== Dataset extract ==
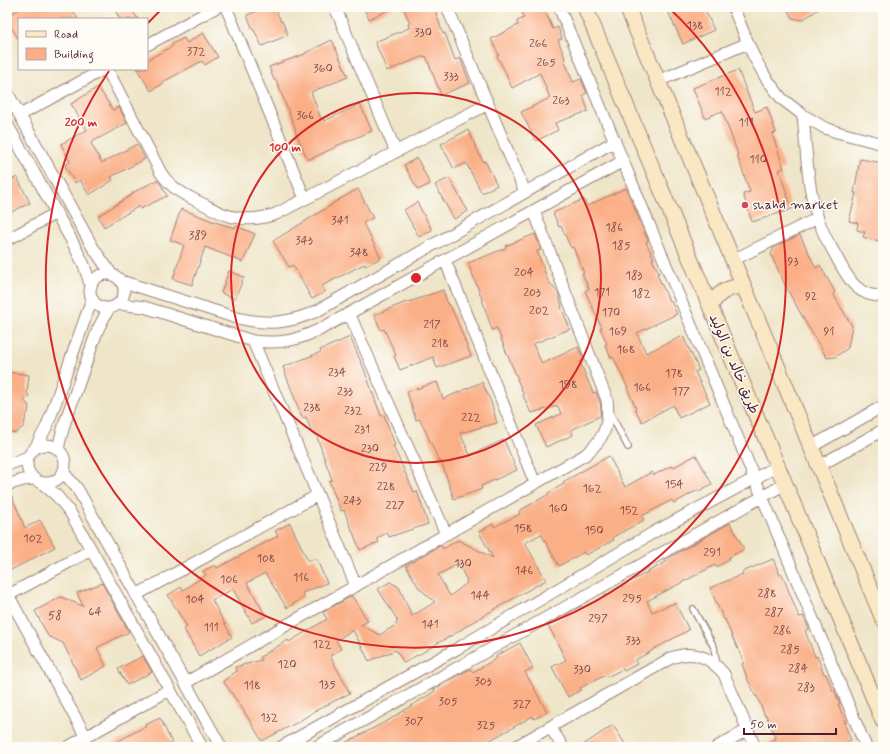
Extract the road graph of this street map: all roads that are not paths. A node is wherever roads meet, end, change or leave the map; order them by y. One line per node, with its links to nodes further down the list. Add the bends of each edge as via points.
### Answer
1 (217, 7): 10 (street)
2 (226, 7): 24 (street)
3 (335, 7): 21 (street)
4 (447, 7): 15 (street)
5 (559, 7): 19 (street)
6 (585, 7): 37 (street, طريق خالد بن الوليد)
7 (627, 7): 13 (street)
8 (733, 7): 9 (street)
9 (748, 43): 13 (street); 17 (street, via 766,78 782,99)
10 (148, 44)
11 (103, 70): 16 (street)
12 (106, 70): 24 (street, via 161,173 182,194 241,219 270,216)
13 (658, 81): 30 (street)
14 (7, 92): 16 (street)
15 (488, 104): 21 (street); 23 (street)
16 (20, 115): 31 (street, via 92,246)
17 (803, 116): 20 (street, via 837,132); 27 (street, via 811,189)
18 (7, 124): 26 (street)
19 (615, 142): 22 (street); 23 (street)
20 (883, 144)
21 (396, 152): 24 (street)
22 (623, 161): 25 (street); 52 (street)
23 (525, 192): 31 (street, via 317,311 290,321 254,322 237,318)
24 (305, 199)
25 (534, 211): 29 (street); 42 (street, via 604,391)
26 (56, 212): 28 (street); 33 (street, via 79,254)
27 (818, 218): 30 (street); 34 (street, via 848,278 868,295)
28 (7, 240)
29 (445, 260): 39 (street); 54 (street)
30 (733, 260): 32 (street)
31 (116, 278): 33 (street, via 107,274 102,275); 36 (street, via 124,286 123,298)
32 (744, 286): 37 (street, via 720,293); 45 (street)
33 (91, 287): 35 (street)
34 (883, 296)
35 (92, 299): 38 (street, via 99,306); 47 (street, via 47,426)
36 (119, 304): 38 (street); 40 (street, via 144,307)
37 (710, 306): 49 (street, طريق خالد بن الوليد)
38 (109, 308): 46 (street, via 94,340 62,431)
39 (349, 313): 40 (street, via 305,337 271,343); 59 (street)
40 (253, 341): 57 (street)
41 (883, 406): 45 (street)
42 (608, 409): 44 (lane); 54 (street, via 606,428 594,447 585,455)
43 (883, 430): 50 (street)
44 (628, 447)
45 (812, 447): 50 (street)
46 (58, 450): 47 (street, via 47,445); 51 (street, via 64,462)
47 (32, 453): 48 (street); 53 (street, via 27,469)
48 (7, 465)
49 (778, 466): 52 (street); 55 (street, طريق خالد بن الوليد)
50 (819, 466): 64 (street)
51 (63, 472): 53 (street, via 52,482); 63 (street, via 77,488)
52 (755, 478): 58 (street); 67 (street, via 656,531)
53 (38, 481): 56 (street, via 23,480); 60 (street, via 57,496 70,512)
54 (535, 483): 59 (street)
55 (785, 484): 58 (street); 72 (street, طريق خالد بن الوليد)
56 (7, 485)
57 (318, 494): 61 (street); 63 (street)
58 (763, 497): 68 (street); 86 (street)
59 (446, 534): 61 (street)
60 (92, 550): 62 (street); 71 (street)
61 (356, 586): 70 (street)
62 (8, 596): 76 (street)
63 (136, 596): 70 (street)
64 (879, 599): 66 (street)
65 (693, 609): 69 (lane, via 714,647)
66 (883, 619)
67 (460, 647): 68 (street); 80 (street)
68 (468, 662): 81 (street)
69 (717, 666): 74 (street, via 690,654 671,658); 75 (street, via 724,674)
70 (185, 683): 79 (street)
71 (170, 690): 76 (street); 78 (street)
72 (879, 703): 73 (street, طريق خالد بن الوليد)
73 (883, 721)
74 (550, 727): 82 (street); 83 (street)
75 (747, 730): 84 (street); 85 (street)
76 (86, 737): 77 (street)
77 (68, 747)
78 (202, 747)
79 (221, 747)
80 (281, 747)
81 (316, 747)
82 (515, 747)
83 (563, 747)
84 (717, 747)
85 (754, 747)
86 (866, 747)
===
== Dataset extract ==
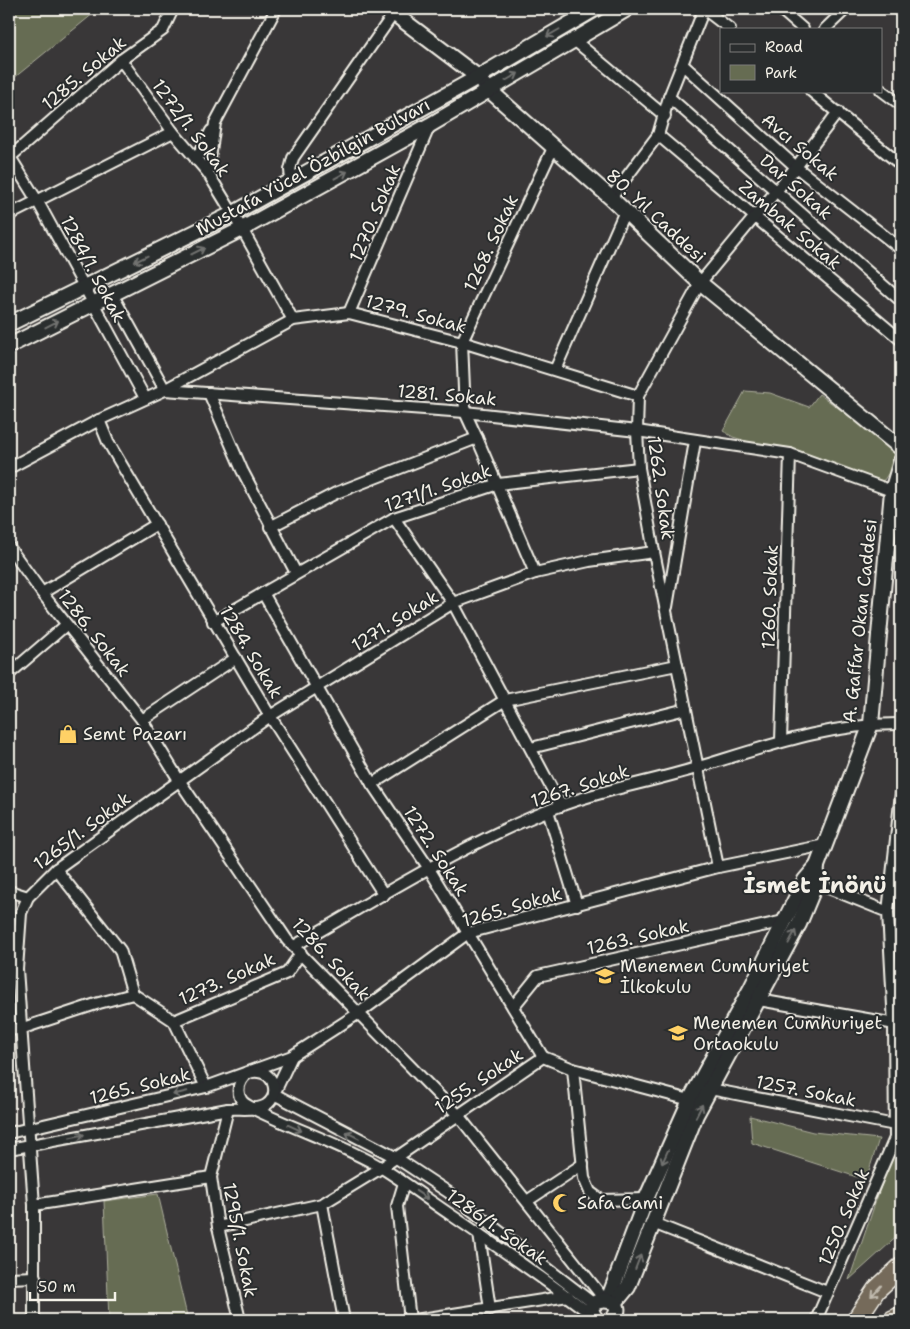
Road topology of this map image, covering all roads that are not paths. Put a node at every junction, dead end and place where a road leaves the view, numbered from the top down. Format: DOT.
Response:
===
== Dataset extract ==
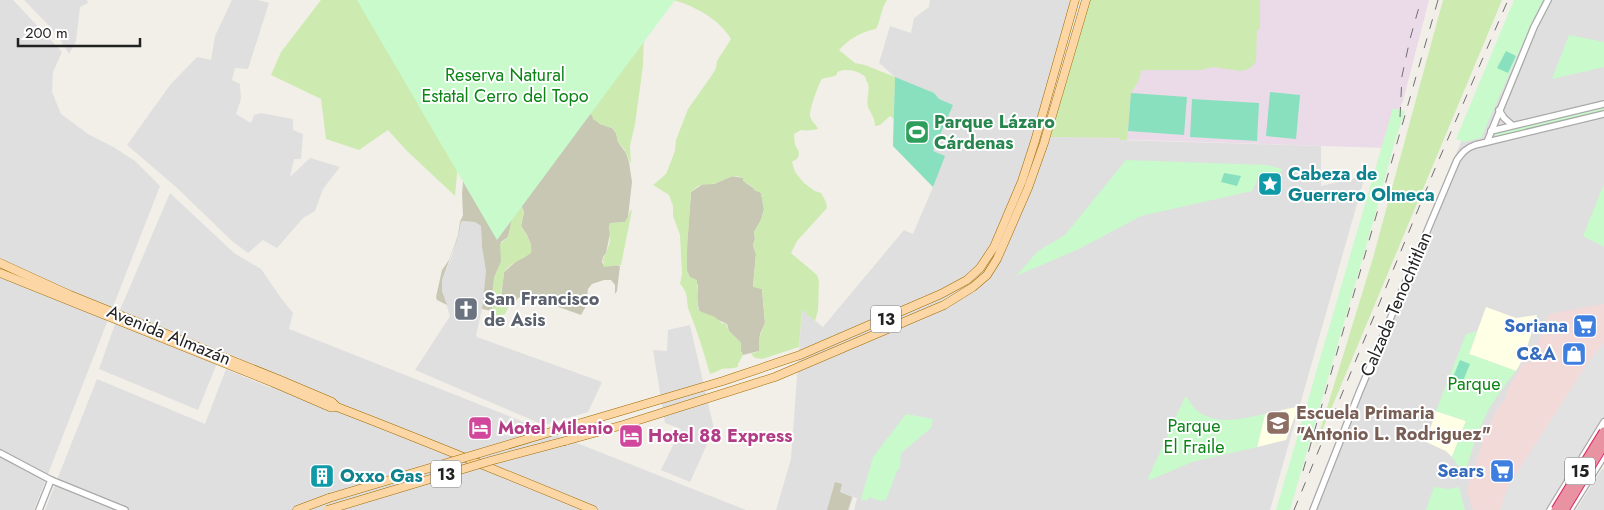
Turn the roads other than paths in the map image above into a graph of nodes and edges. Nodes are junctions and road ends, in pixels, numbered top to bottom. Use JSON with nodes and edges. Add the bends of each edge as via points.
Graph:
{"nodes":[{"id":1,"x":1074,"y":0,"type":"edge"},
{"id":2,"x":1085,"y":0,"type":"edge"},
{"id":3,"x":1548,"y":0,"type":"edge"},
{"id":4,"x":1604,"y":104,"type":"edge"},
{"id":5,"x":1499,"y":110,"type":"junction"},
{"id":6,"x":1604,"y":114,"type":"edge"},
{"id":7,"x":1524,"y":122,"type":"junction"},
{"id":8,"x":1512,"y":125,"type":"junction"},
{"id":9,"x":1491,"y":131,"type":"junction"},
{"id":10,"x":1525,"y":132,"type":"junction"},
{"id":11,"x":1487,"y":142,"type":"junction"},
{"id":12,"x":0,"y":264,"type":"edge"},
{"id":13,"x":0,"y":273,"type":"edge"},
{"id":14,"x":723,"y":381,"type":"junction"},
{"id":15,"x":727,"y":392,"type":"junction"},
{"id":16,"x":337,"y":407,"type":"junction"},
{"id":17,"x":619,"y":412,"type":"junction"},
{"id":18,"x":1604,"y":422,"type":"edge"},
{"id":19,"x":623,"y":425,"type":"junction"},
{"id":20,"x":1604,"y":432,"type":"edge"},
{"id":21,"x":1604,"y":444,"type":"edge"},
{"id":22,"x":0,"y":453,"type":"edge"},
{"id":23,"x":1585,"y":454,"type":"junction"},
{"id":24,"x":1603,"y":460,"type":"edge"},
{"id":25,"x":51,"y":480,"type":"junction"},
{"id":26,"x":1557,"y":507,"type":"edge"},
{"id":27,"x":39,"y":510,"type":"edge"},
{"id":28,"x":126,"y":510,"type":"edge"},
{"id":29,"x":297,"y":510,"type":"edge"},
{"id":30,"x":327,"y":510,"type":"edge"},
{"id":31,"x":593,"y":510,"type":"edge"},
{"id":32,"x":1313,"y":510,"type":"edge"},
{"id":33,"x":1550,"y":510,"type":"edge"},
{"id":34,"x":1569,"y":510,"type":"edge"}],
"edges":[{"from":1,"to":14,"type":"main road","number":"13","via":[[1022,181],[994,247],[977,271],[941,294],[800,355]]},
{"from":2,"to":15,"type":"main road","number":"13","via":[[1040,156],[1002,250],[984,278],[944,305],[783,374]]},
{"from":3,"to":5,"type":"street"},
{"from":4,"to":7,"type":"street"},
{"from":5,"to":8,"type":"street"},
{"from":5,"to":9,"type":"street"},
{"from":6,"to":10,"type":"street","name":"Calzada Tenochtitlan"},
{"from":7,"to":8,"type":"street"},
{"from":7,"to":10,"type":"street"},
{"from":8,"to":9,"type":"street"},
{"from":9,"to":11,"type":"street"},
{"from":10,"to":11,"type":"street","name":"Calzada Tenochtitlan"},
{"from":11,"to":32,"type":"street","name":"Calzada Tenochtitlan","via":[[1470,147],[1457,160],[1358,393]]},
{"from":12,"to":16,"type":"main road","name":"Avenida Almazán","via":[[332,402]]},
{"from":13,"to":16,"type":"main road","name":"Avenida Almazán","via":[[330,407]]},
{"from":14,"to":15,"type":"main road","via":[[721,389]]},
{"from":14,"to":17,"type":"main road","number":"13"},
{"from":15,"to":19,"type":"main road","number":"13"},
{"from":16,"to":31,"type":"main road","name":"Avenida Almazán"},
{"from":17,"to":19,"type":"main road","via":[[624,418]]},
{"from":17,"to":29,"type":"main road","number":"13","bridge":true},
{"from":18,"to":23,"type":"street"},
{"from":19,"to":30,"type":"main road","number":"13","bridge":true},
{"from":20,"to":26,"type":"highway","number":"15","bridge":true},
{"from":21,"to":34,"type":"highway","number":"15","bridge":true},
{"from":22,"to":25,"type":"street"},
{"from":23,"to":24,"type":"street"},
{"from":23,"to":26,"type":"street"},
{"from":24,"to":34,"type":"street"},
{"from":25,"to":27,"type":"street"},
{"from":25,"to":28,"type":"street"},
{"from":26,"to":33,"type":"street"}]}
===
Among the entries above, how many lines contain the string "numbered"? Only the number should be given.

> _Solution for this task_
2